When a record contains an image, skip the image and retype the rest of that record exactly.

----

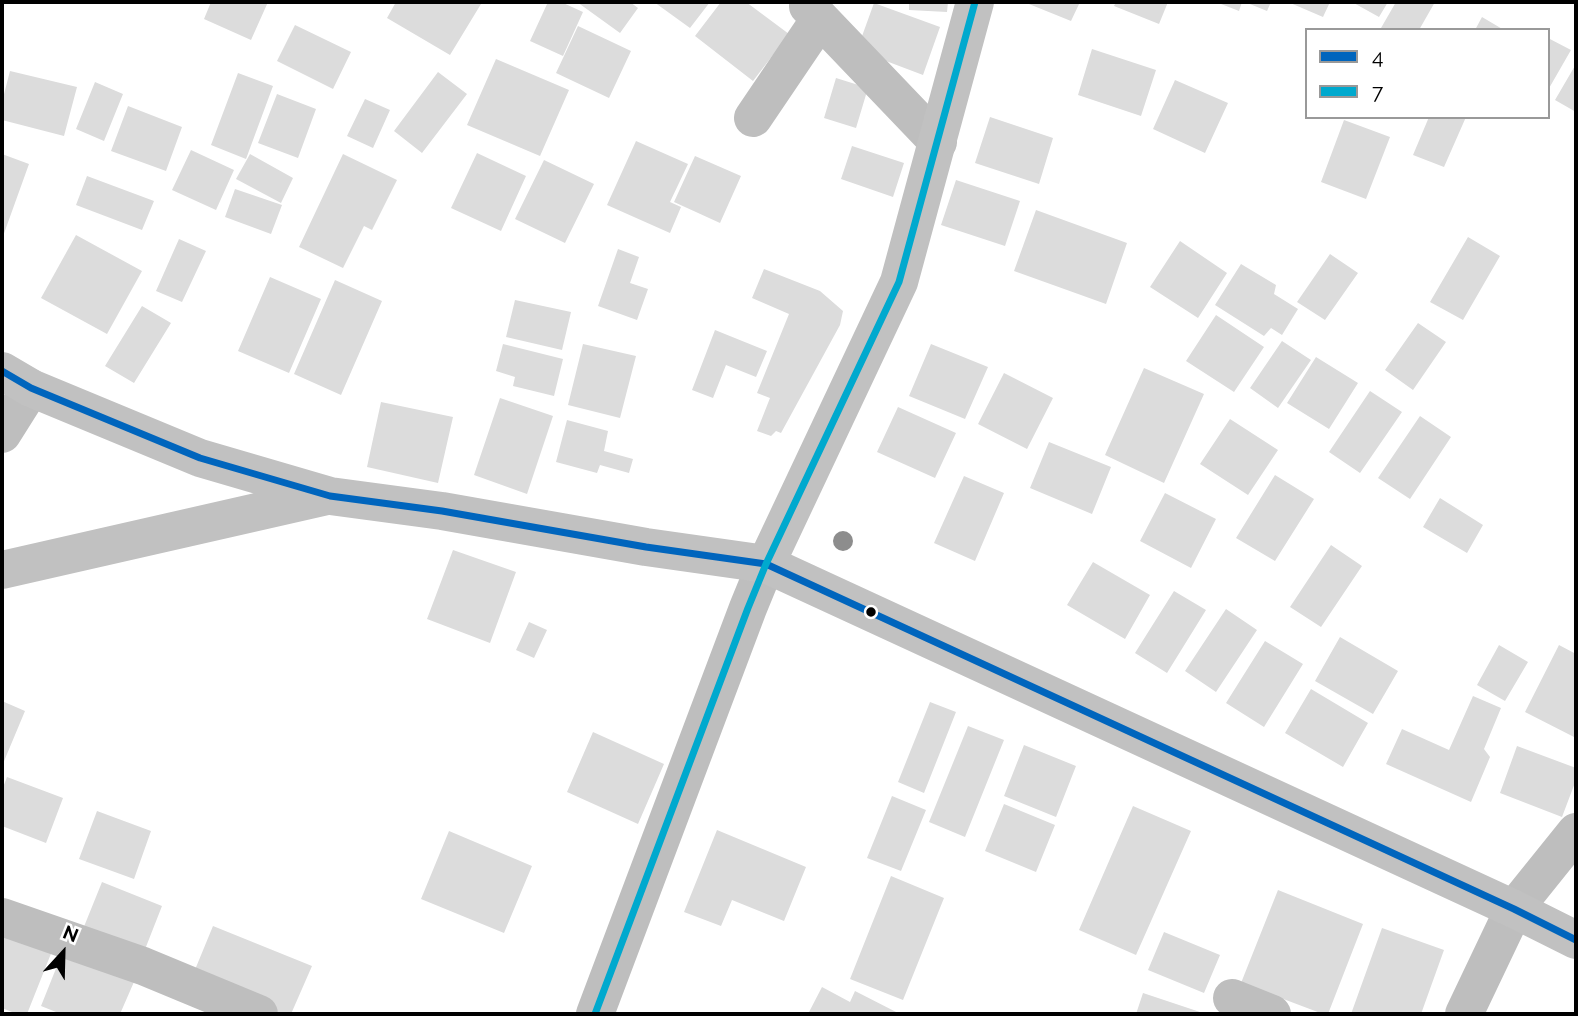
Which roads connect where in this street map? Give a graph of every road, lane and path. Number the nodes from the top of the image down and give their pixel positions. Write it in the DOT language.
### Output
graph roads {
  1 [pos="975,2"];
  2 [pos="816,10"];
  3 [pos="753,118"];
  4 [pos="937,142"];
  5 [pos="16,379"];
  6 [pos="2,434"];
  7 [pos="330,496"];
  8 [pos="766,564"];
  9 [pos="2,570"];
  10 [pos="1576,832"];
  11 [pos="1514,909"];
  12 [pos="2,917"];
  13 [pos="1576,940"];
  14 [pos="1232,998"];
  15 [pos="258,1014"];
  16 [pos="596,1014"];
  17 [pos="1272,1014"];
  18 [pos="1464,1014"];
  1 -- 4 [label="main road"];
  2 -- 3 [label="street"];
  2 -- 4 [label="street"];
  4 -- 8 [label="main road"];
  5 -- 6 [label="street"];
  5 -- 7 [label="main road"];
  7 -- 8 [label="main road"];
  7 -- 9 [label="main road"];
  8 -- 11 [label="main road"];
  8 -- 16 [label="street"];
  10 -- 11 [label="street"];
  11 -- 13 [label="main road"];
  11 -- 18 [label="street"];
  12 -- 15 [label="street"];
  14 -- 17 [label="street"];
}
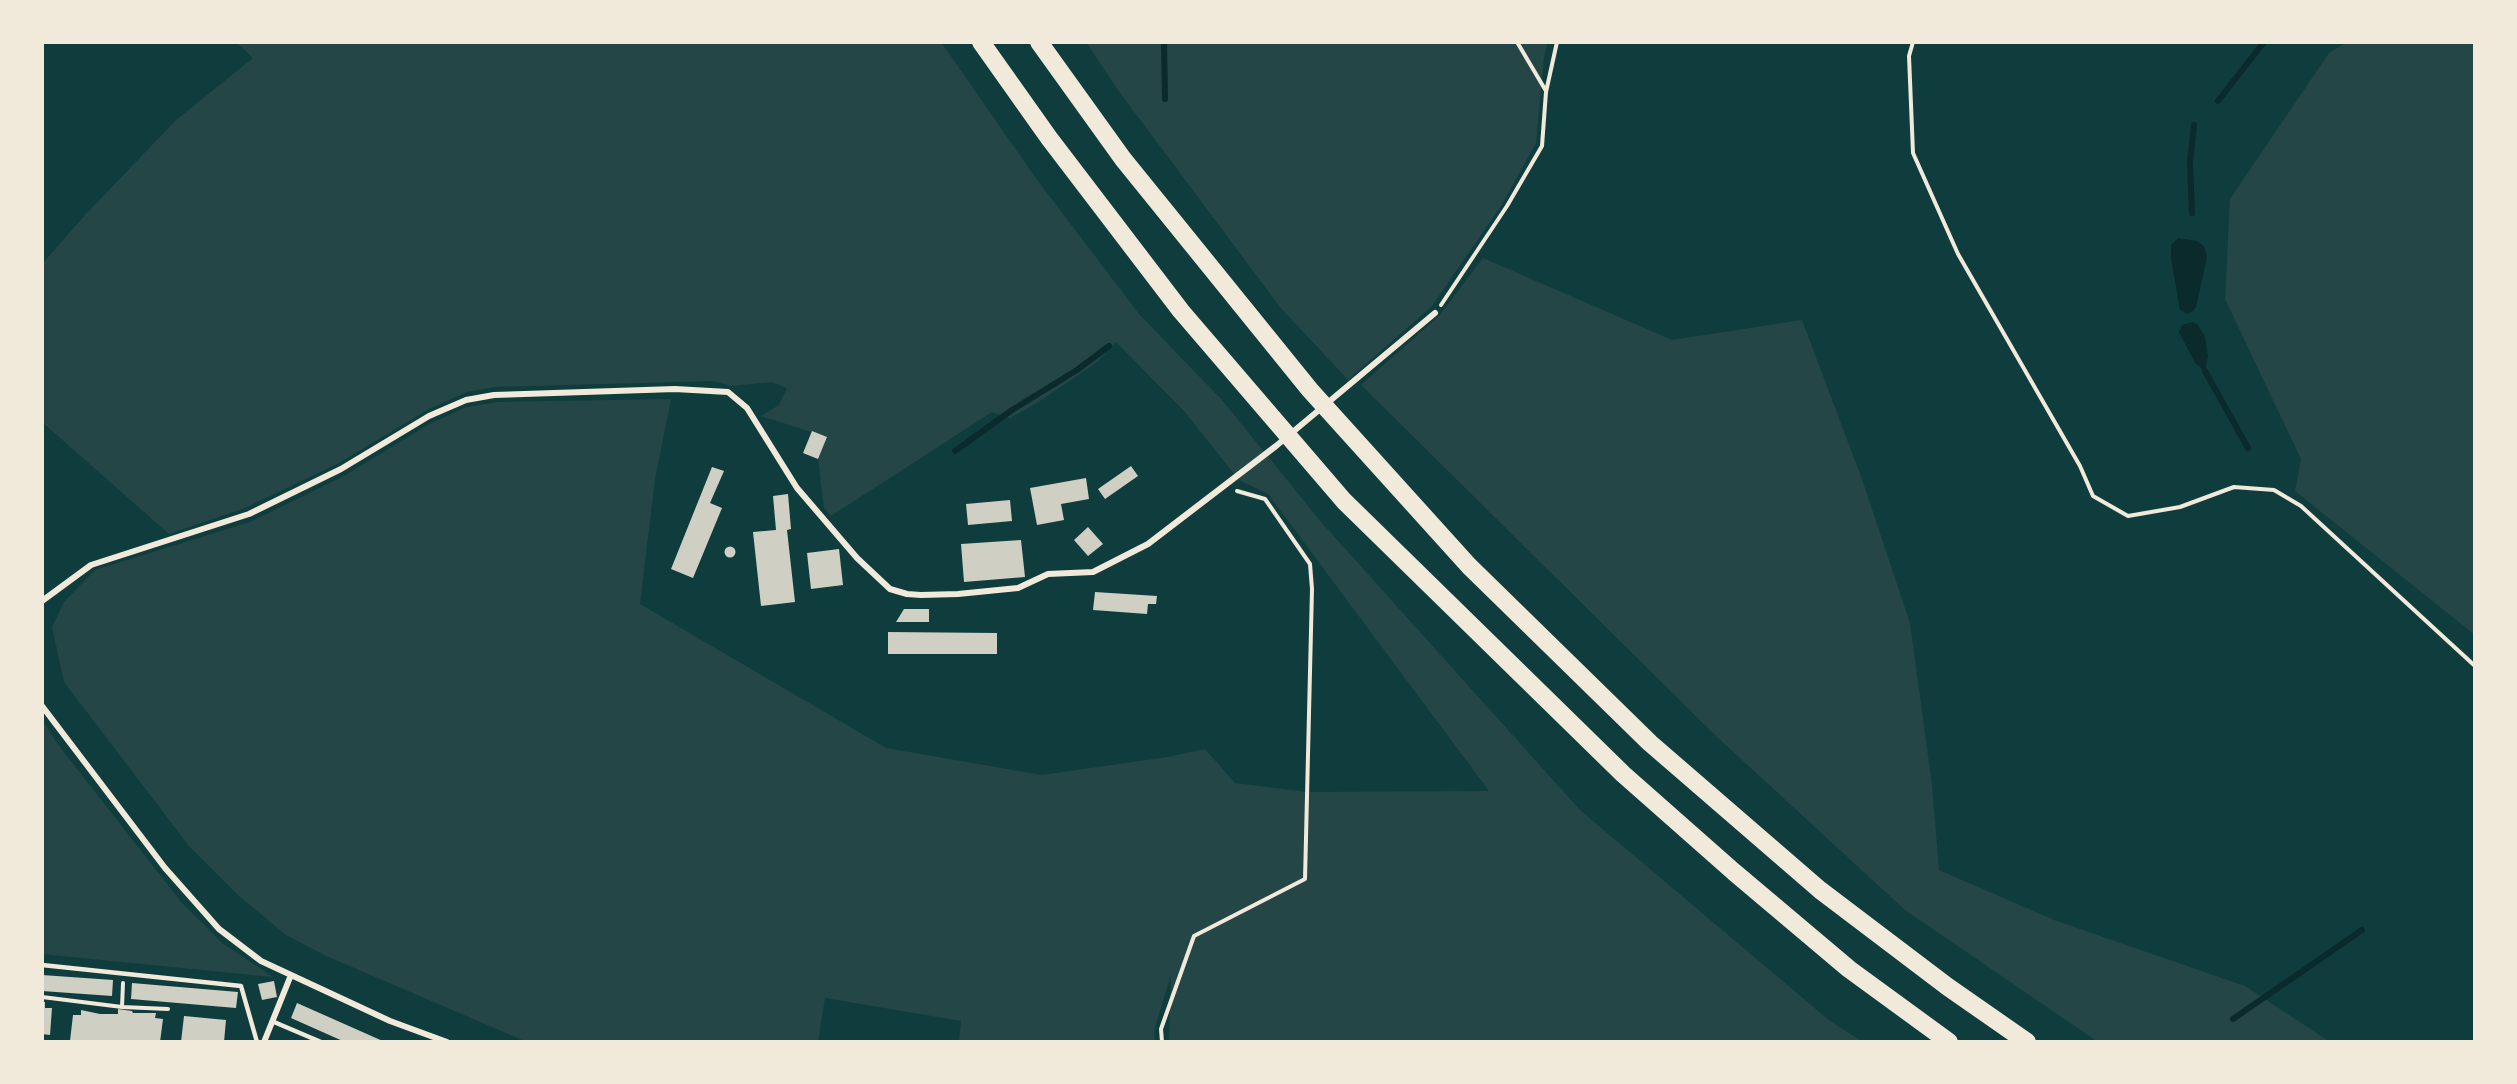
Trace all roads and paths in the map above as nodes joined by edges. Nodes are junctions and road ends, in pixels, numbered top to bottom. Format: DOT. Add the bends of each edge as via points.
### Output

----

■ **SOLUTION TO THIS EXERCISE**:
Which roads connect where in this street map? Give a graph of every road, lane and path. Number the nodes from the top of the image down and give their pixel positions. Write it in the DOT language.
### Output
graph roads {
  1 [pos="975,2"];
  2 [pos="816,10"];
  3 [pos="753,118"];
  4 [pos="937,142"];
  5 [pos="16,379"];
  6 [pos="2,434"];
  7 [pos="330,496"];
  8 [pos="766,564"];
  9 [pos="2,570"];
  10 [pos="1576,832"];
  11 [pos="1514,909"];
  12 [pos="2,917"];
  13 [pos="1576,940"];
  14 [pos="1232,998"];
  15 [pos="258,1014"];
  16 [pos="596,1014"];
  17 [pos="1272,1014"];
  18 [pos="1464,1014"];
  1 -- 4 [label="main road"];
  2 -- 3 [label="street"];
  2 -- 4 [label="street"];
  4 -- 8 [label="main road"];
  5 -- 6 [label="street"];
  5 -- 7 [label="main road"];
  7 -- 8 [label="main road"];
  7 -- 9 [label="main road"];
  8 -- 11 [label="main road"];
  8 -- 16 [label="street"];
  10 -- 11 [label="street"];
  11 -- 13 [label="main road"];
  11 -- 18 [label="street"];
  12 -- 15 [label="street"];
  14 -- 17 [label="street"];
}
Trace all roads and paths in the map above as nodes joined by edges. Nodes are junctions and road ends, in pixels, numbered top to bottom. Format: DOT. Add the bends of each edge as via points.
### Output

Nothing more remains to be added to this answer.